Exercise brief
Which lines of the entries hold the string "ABBATOIR"? Copy each one.

::: Available data

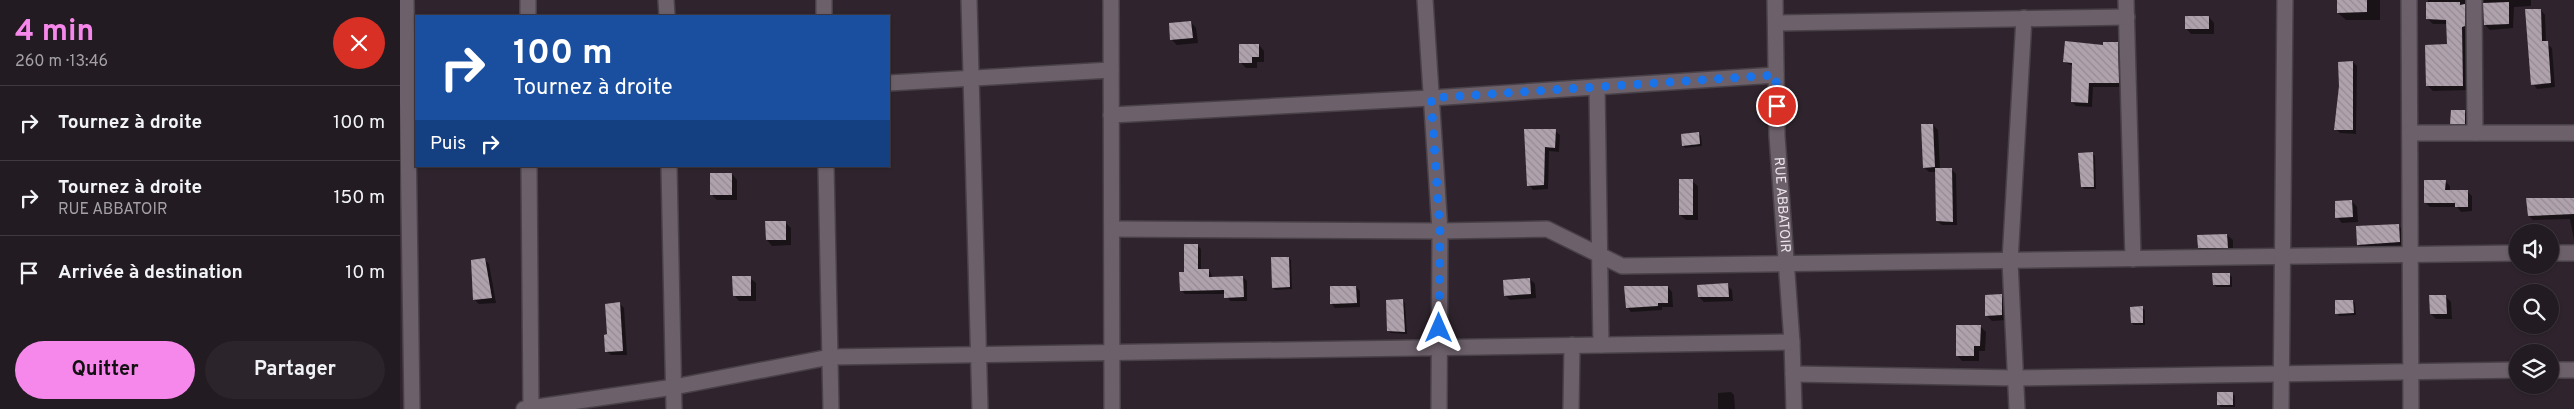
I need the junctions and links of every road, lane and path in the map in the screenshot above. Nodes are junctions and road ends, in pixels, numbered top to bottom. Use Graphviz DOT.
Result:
graph roads {
  1 [pos="406,0"];
  2 [pos="528,0"];
  3 [pos="666,0"];
  4 [pos="824,0"];
  5 [pos="969,0"];
  6 [pos="1110,0"];
  7 [pos="1425,0"];
  8 [pos="1776,0"];
  9 [pos="2126,0"];
  10 [pos="2285,0"];
  11 [pos="2409,0"];
  12 [pos="2474,0"];
  13 [pos="528,15"];
  14 [pos="667,15"];
  15 [pos="824,15"];
  16 [pos="2127,16"];
  17 [pos="2024,18"];
  18 [pos="1776,23"];
  19 [pos="1111,70"];
  20 [pos="1776,75"];
  21 [pos="971,78"];
  22 [pos="890,84"];
  23 [pos="1597,87"];
  24 [pos="1431,98"];
  25 [pos="408,114"];
  26 [pos="1111,115"];
  27 [pos="2574,132"];
  28 [pos="2410,133"];
  29 [pos="2475,133"];
  30 [pos="529,167"];
  31 [pos="670,167"];
  32 [pos="826,167"];
  33 [pos="1112,230"];
  34 [pos="1440,231"];
  35 [pos="2509,253"];
  36 [pos="2559,253"];
  37 [pos="2574,253"];
  38 [pos="1600,255"];
  39 [pos="2410,255"];
  40 [pos="2281,256"];
  41 [pos="2133,259"];
  42 [pos="2010,261"];
  43 [pos="1787,265"];
  44 [pos="1792,342"];
  45 [pos="1572,345"];
  46 [pos="1601,345"];
  47 [pos="1439,347"];
  48 [pos="1112,352"];
  49 [pos="978,354"];
  50 [pos="830,357"];
  51 [pos="2509,370"];
  52 [pos="2559,370"];
  53 [pos="2574,370"];
  54 [pos="2411,372"];
  55 [pos="1793,374"];
  56 [pos="2280,374"];
  57 [pos="2016,378"];
  58 [pos="674,387"];
  59 [pos="412,409"];
  60 [pos="524,409"];
  61 [pos="532,409"];
  62 [pos="674,409"];
  63 [pos="830,409"];
  64 [pos="980,409"];
  65 [pos="1112,409"];
  66 [pos="1438,409"];
  67 [pos="1571,409"];
  68 [pos="1794,409"];
  69 [pos="2017,409"];
  70 [pos="2281,409"];
  71 [pos="2411,409"];
  1 -- 25 [label="street"];
  2 -- 13 [label="street"];
  3 -- 14 [label="street"];
  4 -- 15 [label="street"];
  5 -- 21 [label="street"];
  6 -- 19 [label="street"];
  7 -- 24 [label="street"];
  8 -- 18 [label="street, RUE ABBATOIR"];
  9 -- 16 [label="street"];
  10 -- 40 [label="street"];
  11 -- 28 [label="street"];
  12 -- 29 [label="street"];
  16 -- 17 [label="street"];
  16 -- 41 [label="street"];
  17 -- 18 [label="street"];
  17 -- 42 [label="street"];
  18 -- 20 [label="street, RUE ABBATOIR"];
  19 -- 21 [label="street"];
  19 -- 26 [label="street"];
  20 -- 23 [label="street"];
  20 -- 43 [label="street, RUE ABBATOIR"];
  21 -- 22 [label="street"];
  21 -- 49 [label="street"];
  23 -- 24 [label="street"];
  23 -- 38 [label="street"];
  24 -- 26 [label="street"];
  24 -- 34 [label="street"];
  25 -- 59 [label="street"];
  26 -- 33 [label="street"];
  27 -- 29 [label="street"];
  28 -- 29 [label="street"];
  28 -- 39 [label="street"];
  30 -- 61 [label="street"];
  31 -- 58 [label="street"];
  32 -- 50 [label="street"];
  33 -- 34 [label="street"];
  33 -- 48 [label="street"];
  34 -- 38 [label="street"];
  34 -- 47 [label="street"];
  35 -- 39 [label="street"];
  36 -- 37 [label="street"];
  38 -- 43 [label="street"];
  38 -- 46 [label="street"];
  39 -- 40 [label="street"];
  39 -- 54 [label="street"];
  40 -- 41 [label="street"];
  40 -- 56 [label="street"];
  41 -- 42 [label="street"];
  42 -- 43 [label="street"];
  42 -- 57 [label="street"];
  43 -- 44 [label="street, RUE ABBATOIR"];
  44 -- 46 [label="street"];
  44 -- 55 [label="street, RUE ABBATOIR"];
  45 -- 46 [label="street"];
  45 -- 47 [label="street"];
  45 -- 67 [label="street"];
  47 -- 48 [label="street"];
  47 -- 66 [label="street"];
  48 -- 49 [label="street"];
  48 -- 65 [label="street"];
  49 -- 50 [label="street"];
  49 -- 64 [label="street"];
  50 -- 58 [label="street"];
  50 -- 63 [label="street"];
  51 -- 54 [label="street"];
  52 -- 53 [label="street"];
  54 -- 56 [label="street"];
  54 -- 71 [label="street"];
  55 -- 57 [label="street"];
  55 -- 68 [label="street, RUE ABBATOIR"];
  56 -- 57 [label="street"];
  56 -- 70 [label="street"];
  57 -- 69 [label="street"];
  58 -- 61 [label="street"];
  58 -- 62 [label="street"];
  60 -- 61 [label="street"];
}
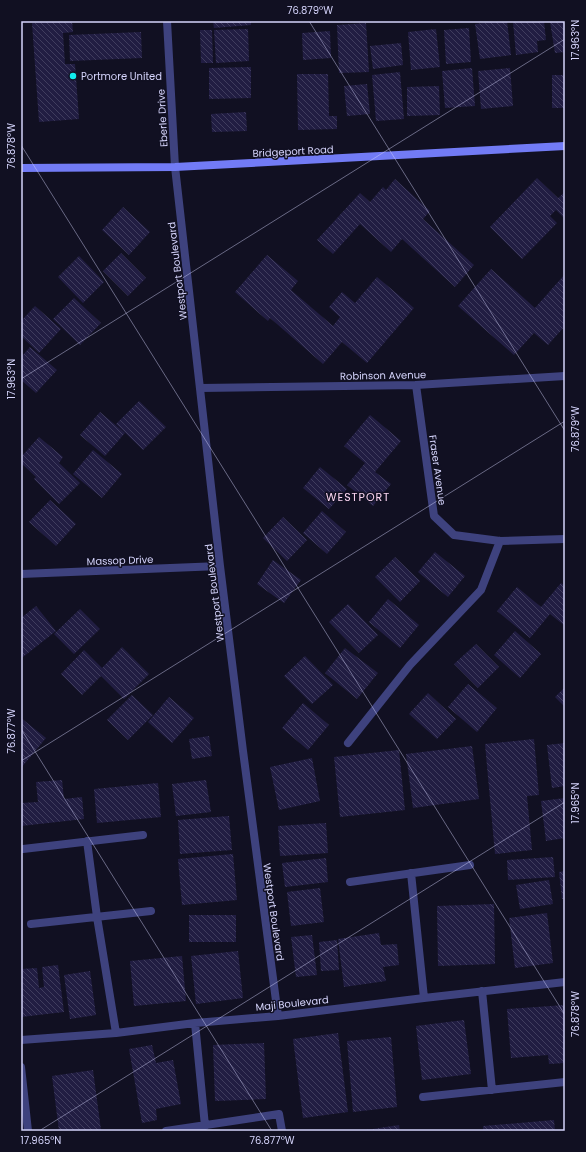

::::::

Answer box
  8 -- 18 [label="street, RUE ABBATOIR"];
  18 -- 20 [label="street, RUE ABBATOIR"];
  20 -- 43 [label="street, RUE ABBATOIR"];
  43 -- 44 [label="street, RUE ABBATOIR"];
  44 -- 55 [label="street, RUE ABBATOIR"];
  55 -- 68 [label="street, RUE ABBATOIR"];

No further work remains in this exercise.